AVAILABLE DATA Block Start

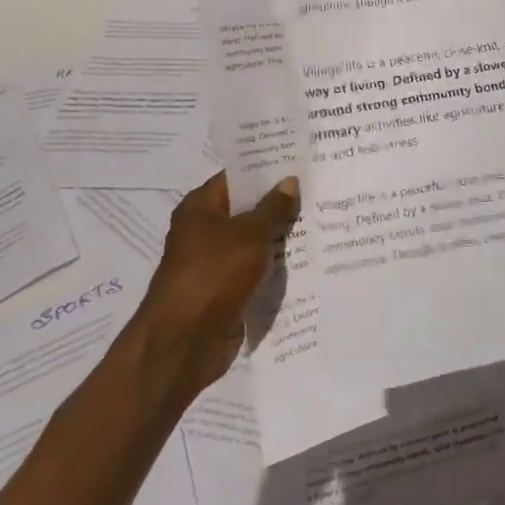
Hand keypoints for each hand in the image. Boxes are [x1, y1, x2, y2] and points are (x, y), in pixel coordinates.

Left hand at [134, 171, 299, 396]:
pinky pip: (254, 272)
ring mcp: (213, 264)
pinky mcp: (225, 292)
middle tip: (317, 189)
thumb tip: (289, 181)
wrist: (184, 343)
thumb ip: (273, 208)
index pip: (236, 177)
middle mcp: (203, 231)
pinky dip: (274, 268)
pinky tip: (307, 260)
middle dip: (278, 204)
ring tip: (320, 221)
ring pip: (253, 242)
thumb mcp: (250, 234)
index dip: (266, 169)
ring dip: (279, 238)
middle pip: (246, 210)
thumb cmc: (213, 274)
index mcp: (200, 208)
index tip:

AVAILABLE DATA Block End
AVAILABLE DATA Block Start

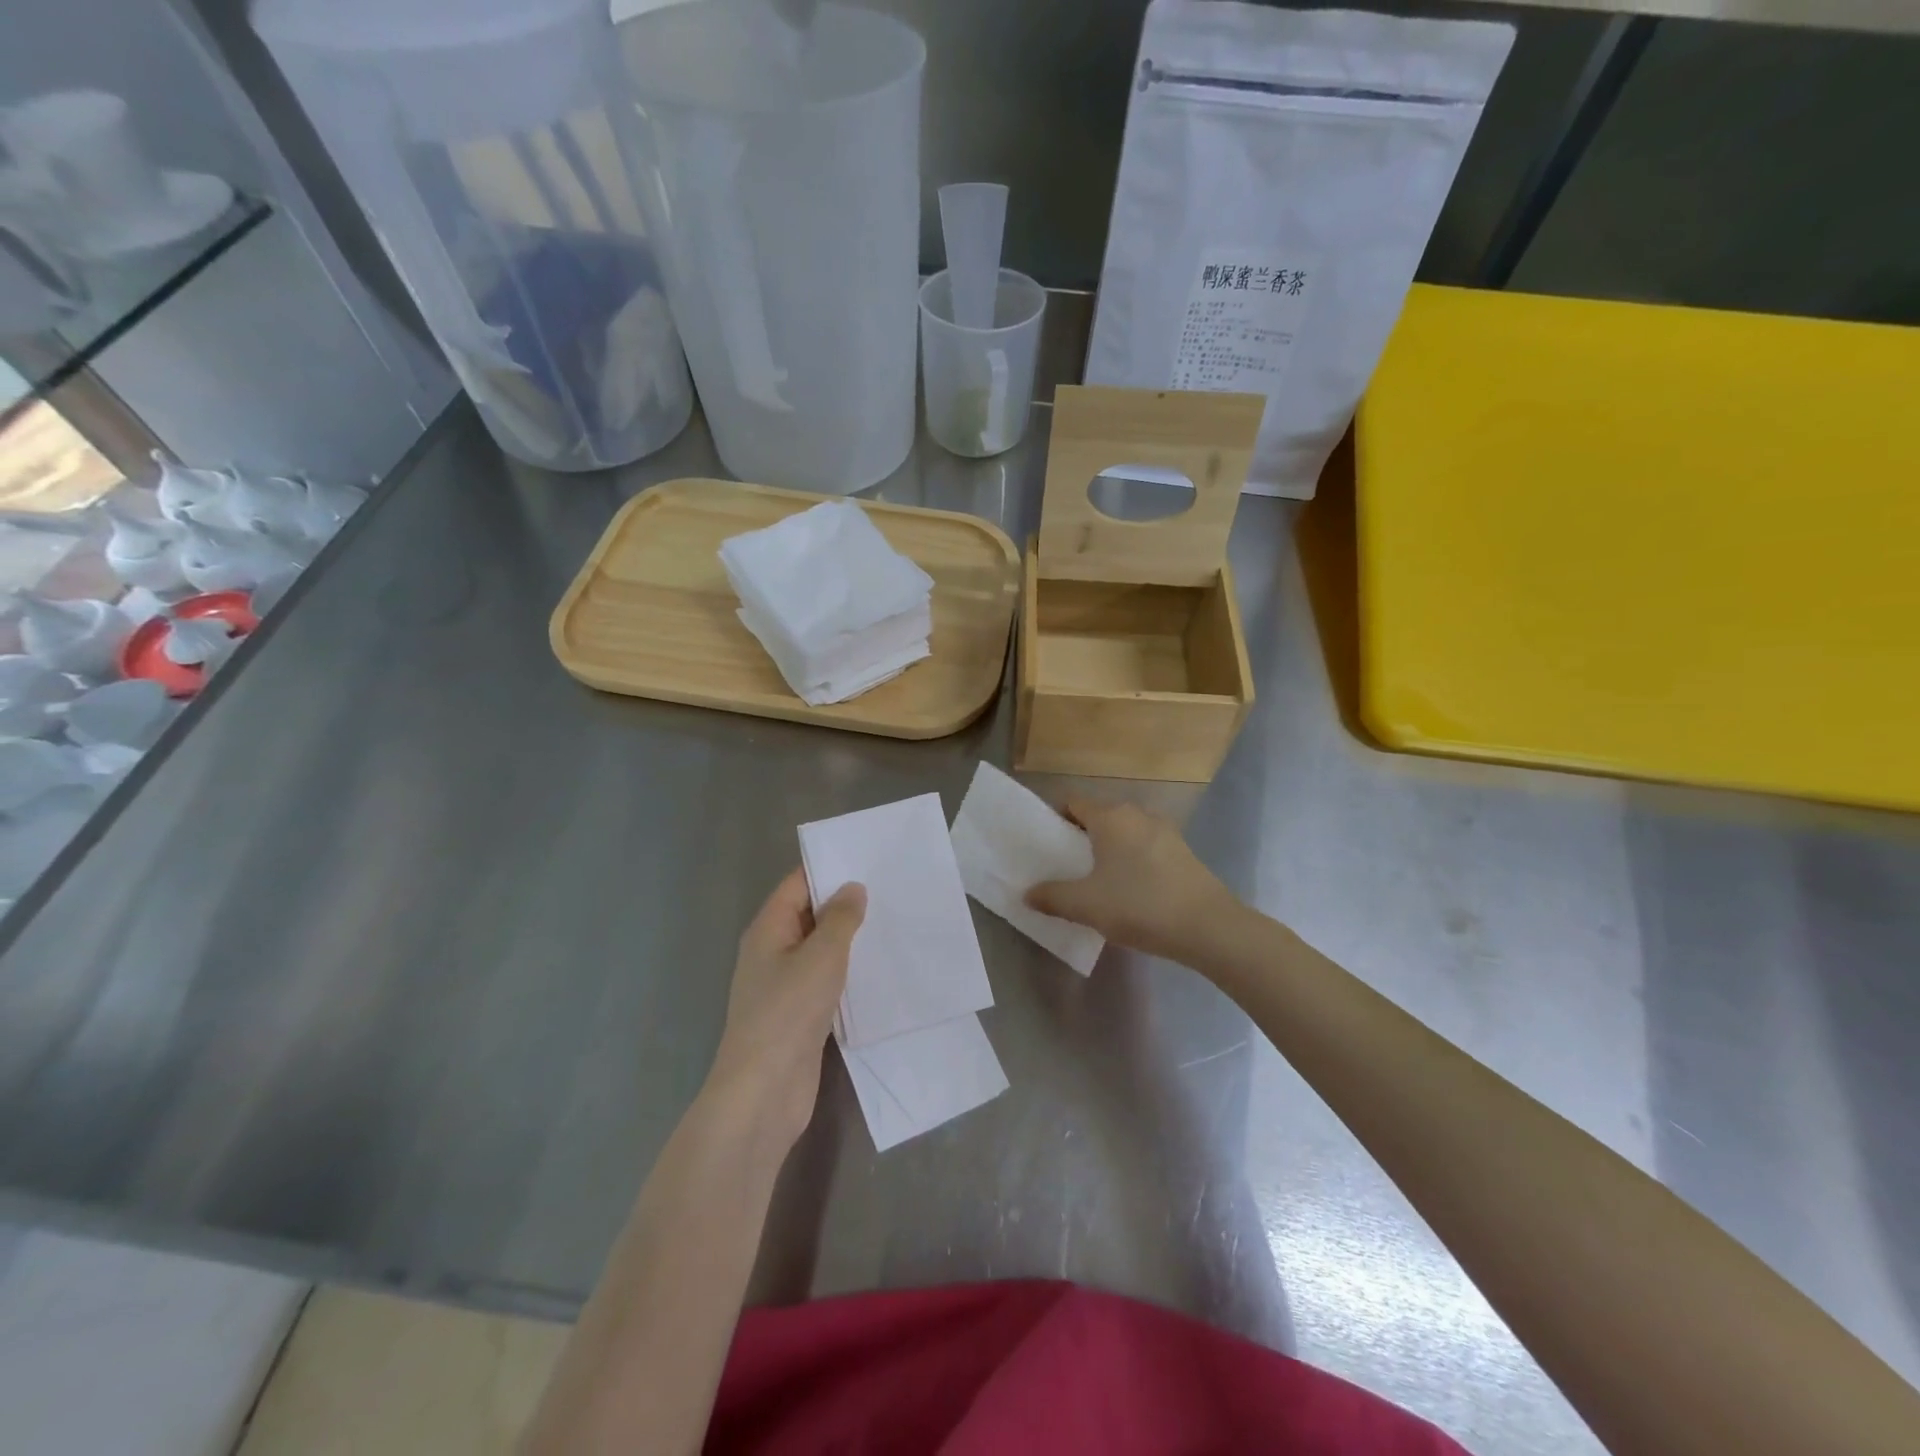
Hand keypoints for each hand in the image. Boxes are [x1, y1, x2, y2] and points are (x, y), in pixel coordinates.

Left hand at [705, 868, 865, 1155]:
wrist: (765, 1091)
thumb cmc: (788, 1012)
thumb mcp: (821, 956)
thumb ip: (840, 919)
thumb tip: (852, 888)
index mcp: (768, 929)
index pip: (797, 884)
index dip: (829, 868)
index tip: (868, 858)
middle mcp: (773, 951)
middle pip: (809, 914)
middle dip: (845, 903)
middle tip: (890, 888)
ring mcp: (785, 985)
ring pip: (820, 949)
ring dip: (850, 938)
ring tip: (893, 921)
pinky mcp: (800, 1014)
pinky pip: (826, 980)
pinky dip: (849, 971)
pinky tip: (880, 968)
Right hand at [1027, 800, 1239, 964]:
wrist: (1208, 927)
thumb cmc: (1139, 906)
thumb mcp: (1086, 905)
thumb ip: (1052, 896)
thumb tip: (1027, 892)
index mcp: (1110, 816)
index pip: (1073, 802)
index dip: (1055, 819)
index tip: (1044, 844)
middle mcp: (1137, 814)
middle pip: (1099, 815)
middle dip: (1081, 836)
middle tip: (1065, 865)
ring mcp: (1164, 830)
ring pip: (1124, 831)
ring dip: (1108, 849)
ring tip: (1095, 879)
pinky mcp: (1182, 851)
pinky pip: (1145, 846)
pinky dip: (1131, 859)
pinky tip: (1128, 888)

AVAILABLE DATA Block End

From the records above, transcribe without alteration every line from the one with "pinky pip: (826, 980)" to the one with "pinky tip: (1128, 888)", inclusive.

pinky pip: (826, 980)
pinky dip: (849, 971)
pinky tip: (880, 968)
Right hand at [1027, 800, 1239, 964]:
wrist: (1208, 927)
thumb cmc: (1139, 906)
thumb mcp: (1086, 905)
thumb ip: (1052, 896)
thumb tip: (1027, 892)
index mcp: (1110, 816)
index pip: (1073, 802)
index dip: (1055, 819)
index tip: (1044, 844)
middle mcp: (1137, 814)
middle pip: (1099, 815)
middle dip: (1081, 836)
middle tip: (1065, 865)
ring mcp: (1164, 830)
ring pip: (1124, 831)
ring dip: (1108, 849)
ring tip: (1095, 879)
pinky mcp: (1182, 851)
pinky pip: (1145, 846)
pinky dip: (1131, 859)
pinky tip: (1128, 888)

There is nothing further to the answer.